**Work item:** In the entries, find all lines that hold the word "roads" and copy them.

**Record set:**
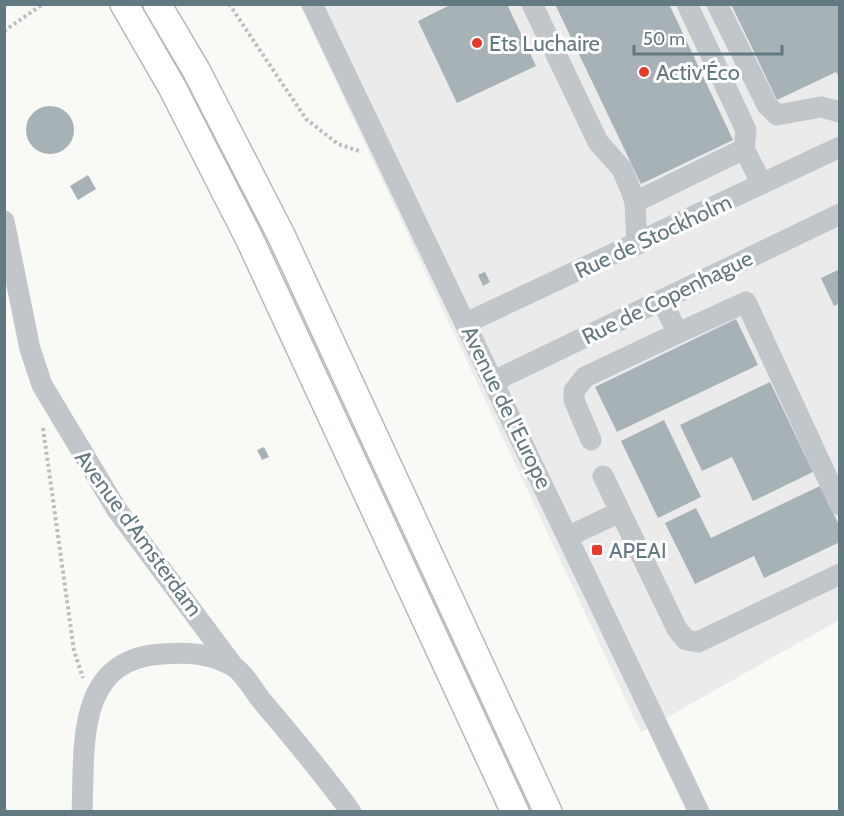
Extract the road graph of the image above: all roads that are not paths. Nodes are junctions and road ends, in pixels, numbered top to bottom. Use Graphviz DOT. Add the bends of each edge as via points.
graph roads {
  1 [pos="124,4"];
  2 [pos="157,4"];
  3 [pos="312,4"];
  4 [pos="532,4"];
  5 [pos="687,4"];
  6 [pos="717,4"];
  7 [pos="840,112"];
  8 [pos="840,147"];
  9 [pos="744,149"];
  10 [pos="762,184"];
  11 [pos="635,202"];
  12 [pos="840,214"];
  13 [pos="4,221"];
  14 [pos="637,245"];
  15 [pos="661,300"];
  16 [pos="466,323"];
  17 [pos="678,333"];
  18 [pos="495,381"];
  19 [pos="591,440"];
  20 [pos="603,476"];
  21 [pos="840,505"];
  22 [pos="620,512"];
  23 [pos="569,536"];
  24 [pos="840,574"];
  25 [pos="234,667"];
  26 [pos="82,812"];
  27 [pos="351,812"];
  28 [pos="514,812"];
  29 [pos="548,812"];
  30 [pos="699,812"];
  1 -- 28 [label="main road" via="172,87 250,240"];
  2 -- 29 [label="main road" via="196,70 281,235"];
  3 -- 16 [label="street, Avenue de l'Europe"];
  4 -- 11 [label="street" via="598,142 622,169"];
  5 -- 9 [label="street" via="746,130"];
  6 -- 7 [label="street" via="767,105 777,115 821,107"];
  8 -- 10 [label="street, Rue de Stockholm"];
  9 -- 10 [label="street"];
  9 -- 11 [label="street"];
  10 -- 14 [label="street, Rue de Stockholm"];
  11 -- 14 [label="street"];
  12 -- 15 [label="street, Rue de Copenhague"];
  13 -- 25 [label="street, Avenue d'Amsterdam" via="30,350 42,385 117,510"];
  14 -- 16 [label="street, Rue de Stockholm"];
  15 -- 17 [label="street"];
  15 -- 18 [label="street, Rue de Copenhague"];
  16 -- 18 [label="street, Avenue de l'Europe"];
  17 -- 19 [label="street" via="585,377 574,391 574,400"];
  17 -- 21 [label="street" via="746,302"];
  18 -- 23 [label="street, Avenue de l'Europe"];
  20 -- 22 [label="street"];
  22 -- 23 [label="street"];
  22 -- 24 [label="street" via="686,640 698,642"];
  23 -- 30 [label="street, Avenue de l'Europe"];
  25 -- 26 [label="street, Avenue d'Amsterdam" via="194,652 148,655 111,674 91,700 86,719"];
  25 -- 27 [label="street, Avenue d'Amsterdam"];
}
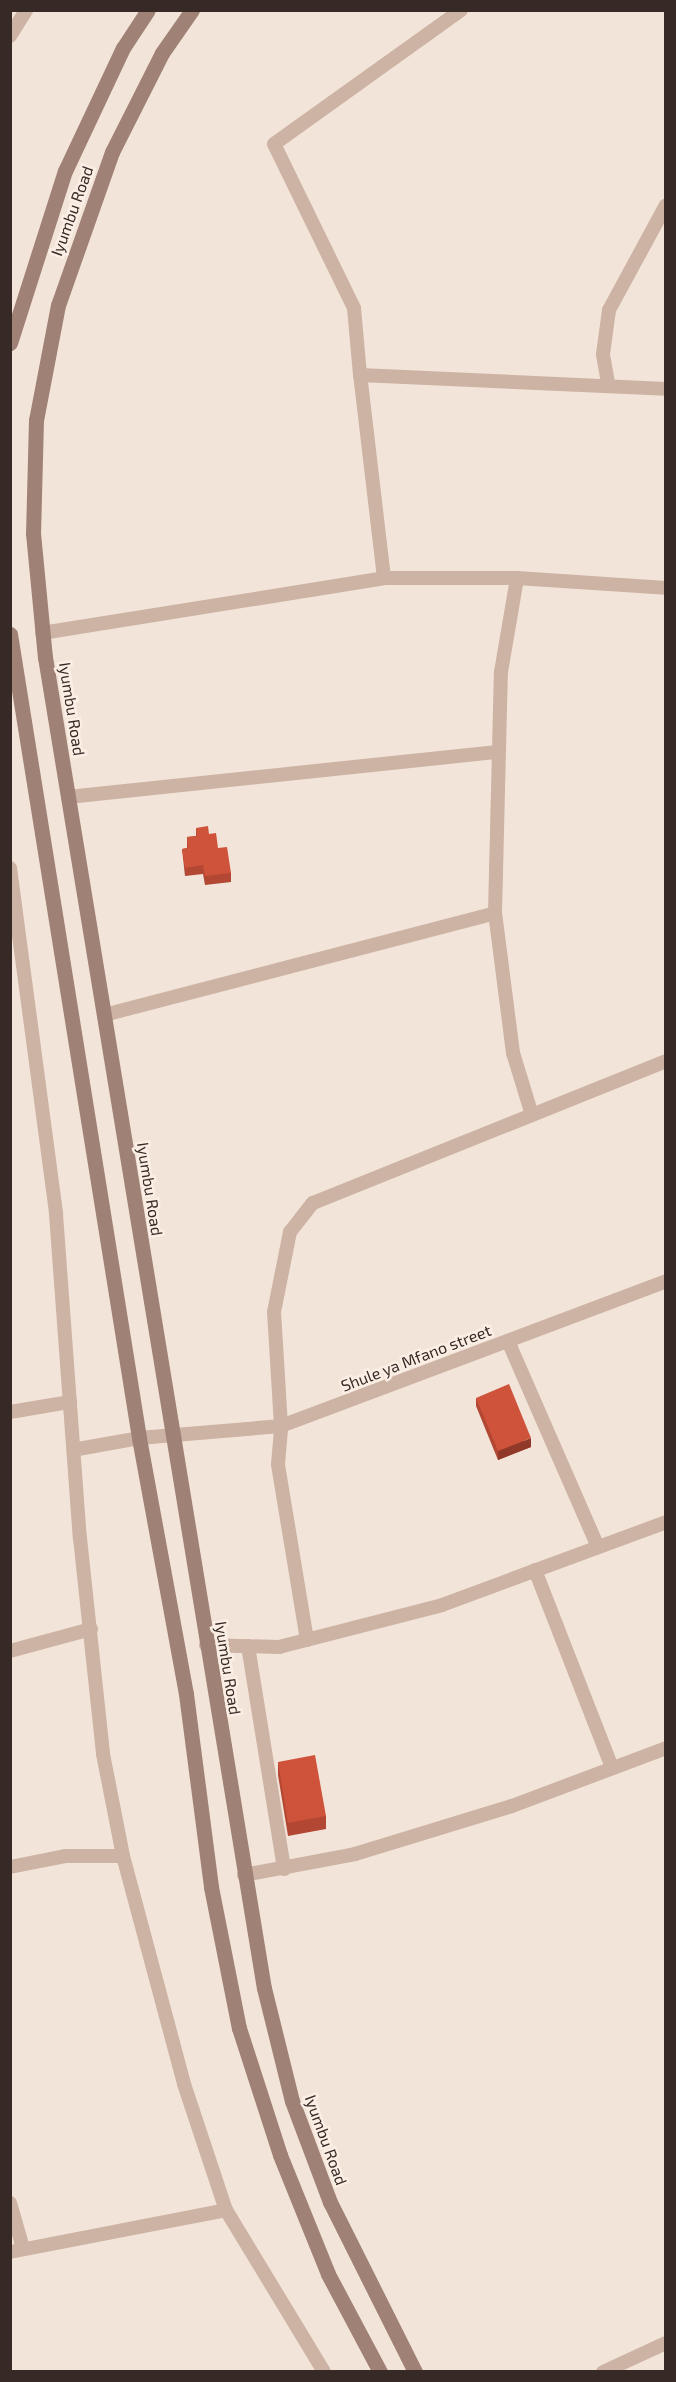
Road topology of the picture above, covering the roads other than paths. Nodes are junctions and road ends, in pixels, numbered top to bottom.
1 (26, 10) edge
2 (148, 10) edge
3 (192, 10) edge
4 (461, 10) edge
5 (10, 36) edge
6 (666, 205) edge
7 (10, 344) edge
8 (360, 375) junction
9 (608, 383) junction
10 (666, 389) edge
11 (384, 578) junction
12 (518, 578) junction
13 (666, 588) edge
14 (42, 633) junction
15 (10, 634) edge
16 (498, 752) junction
17 (68, 797) junction
18 (10, 868) edge
19 (13, 897) edge
20 (495, 913) junction
21 (104, 1015) junction
22 (666, 1061) edge
23 (532, 1115) junction
24 (666, 1281) edge
25 (508, 1341) junction
26 (70, 1402) junction
27 (10, 1412) edge
28 (282, 1426) junction
29 (171, 1434) junction
30 (139, 1438) junction
31 (78, 1449) junction
32 (666, 1522) edge
33 (598, 1547) junction
34 (535, 1570) junction
35 (91, 1629) junction
36 (307, 1640) junction
37 (206, 1645) junction
38 (248, 1646) junction
39 (10, 1651) edge
40 (666, 1748) edge
41 (612, 1768) junction
42 (123, 1856) junction
43 (10, 1867) edge
44 (284, 1869) junction
45 (244, 1875) junction
46 (10, 2203) edge
47 (226, 2210) junction
48 (17, 2250) edge
49 (666, 2343) edge
50 (324, 2372) edge
51 (380, 2372) edge
52 (415, 2372) edge
53 (603, 2372) edge

1 - 5 street
2 - 7 main road, Iyumbu Road
3 - 14 main road, Iyumbu Road
4 - 8 street
6 - 9 street
8 - 9 street
8 - 11 street
9 - 10 street
11 - 12 street
11 - 14 street
12 - 13 street
12 - 16 street
14 - 17 main road, Iyumbu Road
15 - 30 main road
16 - 17 street
16 - 20 street
17 - 21 main road, Iyumbu Road
18 - 19 street
19 - 26 street
20 - 21 street
20 - 23 street
21 - 29 main road, Iyumbu Road
22 - 23 street
23 - 28 street
24 - 25 street, Shule ya Mfano street
25 - 28 street, Shule ya Mfano street
25 - 33 street
26 - 27 street
26 - 31 street
28 - 29 street, Shule ya Mfano street
28 - 36 street
29 - 30 street, Shule ya Mfano street
29 - 37 main road, Iyumbu Road
30 - 31 street, Shule ya Mfano street
30 - 51 main road
31 - 35 street
32 - 33 street
33 - 34 street
34 - 36 street
34 - 41 street
35 - 39 street
35 - 42 street
36 - 38 street
37 - 38 street
37 - 45 main road, Iyumbu Road
38 - 44 street
40 - 41 street
41 - 44 street
42 - 43 street
42 - 47 street
44 - 45 street
45 - 52 main road, Iyumbu Road
46 - 48 street
47 - 48 street
47 - 50 street
49 - 53 street

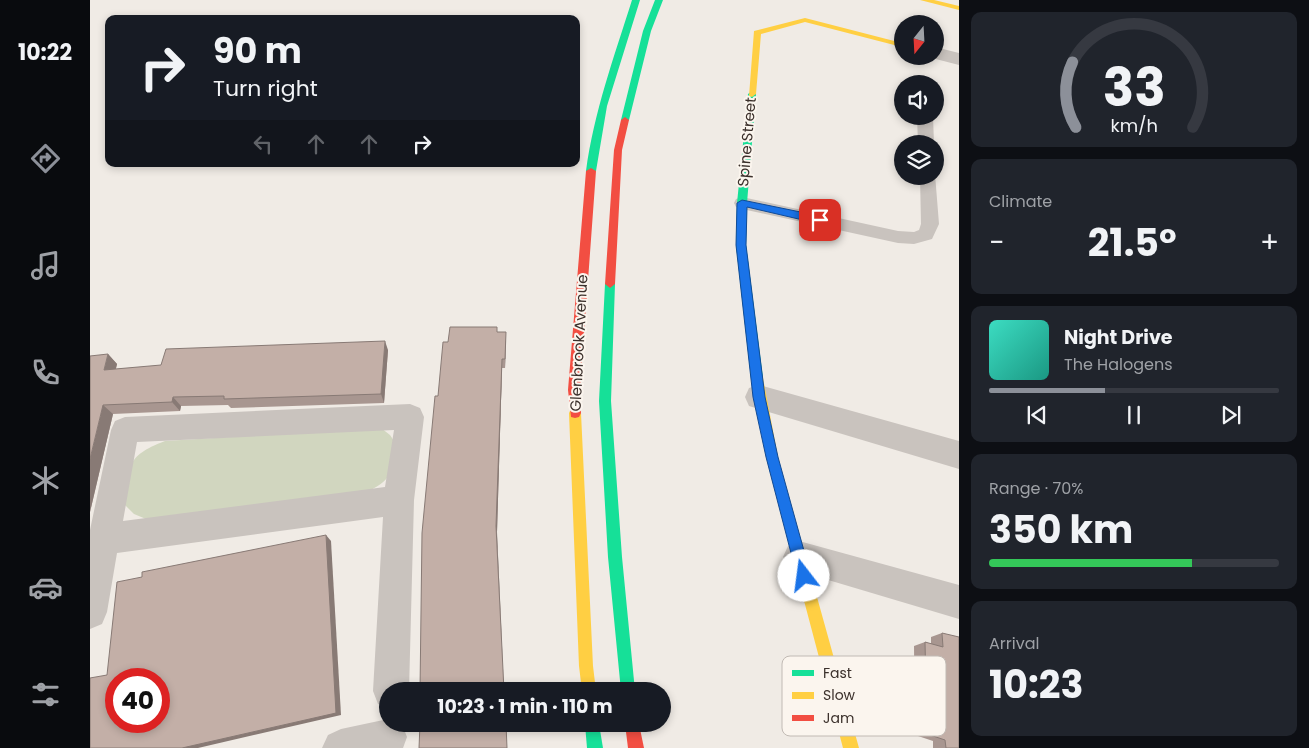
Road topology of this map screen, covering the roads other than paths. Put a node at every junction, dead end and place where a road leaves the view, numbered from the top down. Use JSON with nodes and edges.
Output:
{"nodes":[{"id":1,"x":636,"y":0,"type":"edge"},
{"id":2,"x":658,"y":0,"type":"edge"},
{"id":3,"x":924,"y":0,"type":"edge"},
{"id":4,"x":959,"y":8,"type":"edge"},
{"id":5,"x":894,"y":43,"type":"edge"},
{"id":6,"x":944,"y":55,"type":"edge"},
{"id":7,"x":959,"y":59,"type":"edge"},
{"id":8,"x":928,"y":185,"type":"edge"},
{"id":9,"x":742,"y":203,"type":"junction"},
{"id":10,"x":759,"y":397,"type":"junction"},
{"id":11,"x":959,"y":455,"type":"edge"},
{"id":12,"x":400,"y":500,"type":"junction"},
{"id":13,"x":104,"y":539,"type":"junction"},
{"id":14,"x":799,"y":557,"type":"junction"},
{"id":15,"x":959,"y":602,"type":"edge"},
{"id":16,"x":90,"y":612,"type":"edge"},
{"id":17,"x":826,"y":656,"type":"edge"},
{"id":18,"x":391,"y":682,"type":"edge"},
{"id":19,"x":588,"y":682,"type":"edge"},
{"id":20,"x":627,"y":682,"type":"edge"},
{"id":21,"x":593,"y":732,"type":"edge"},
{"id":22,"x":633,"y":732,"type":"edge"},
{"id":23,"x":389,"y":736,"type":"edge"},
{"id":24,"x":341,"y":748,"type":"edge"},
{"id":25,"x":595,"y":748,"type":"edge"},
{"id":26,"x":636,"y":748,"type":"edge"}],
"edges":[{"from":1,"to":19,"type":"street","name":"Glenbrook Avenue"},
{"from":2,"to":20,"type":"street","name":"Glenbrook Avenue"},
{"from":3,"to":4,"type":"street"},
{"from":5,"to":9,"type":"street","name":"Spine Street"},
{"from":6,"to":7,"type":"street"},
{"from":8,"to":9,"type":"lane"},
{"from":9,"to":10,"type":"street","name":"Spine Street"},
{"from":10,"to":11,"type":"street"},
{"from":10,"to":14,"type":"street","name":"Spine Street"},
{"from":12,"to":13,"type":"street"},
{"from":12,"to":13,"type":"street"},
{"from":12,"to":18,"type":"street"},
{"from":13,"to":16,"type":"street"},
{"from":14,"to":15,"type":"street"},
{"from":14,"to":17,"type":"street","name":"Spine Street"},
{"from":21,"to":25,"type":"street"},
{"from":22,"to":26,"type":"street"},
{"from":23,"to":24,"type":"street"}]}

**Task result:**
Extract the road graph of the image above: all roads that are not paths. Nodes are junctions and road ends, in pixels, numbered top to bottom. Use Graphviz DOT. Add the bends of each edge as via points.
graph roads {
Road topology of the picture above, covering the roads other than paths. Nodes are junctions and road ends, in pixels, numbered top to bottom.
Road topology of this map screen, covering the roads other than paths. Put a node at every junction, dead end and place where a road leaves the view, numbered from the top down. Use JSON with nodes and edges.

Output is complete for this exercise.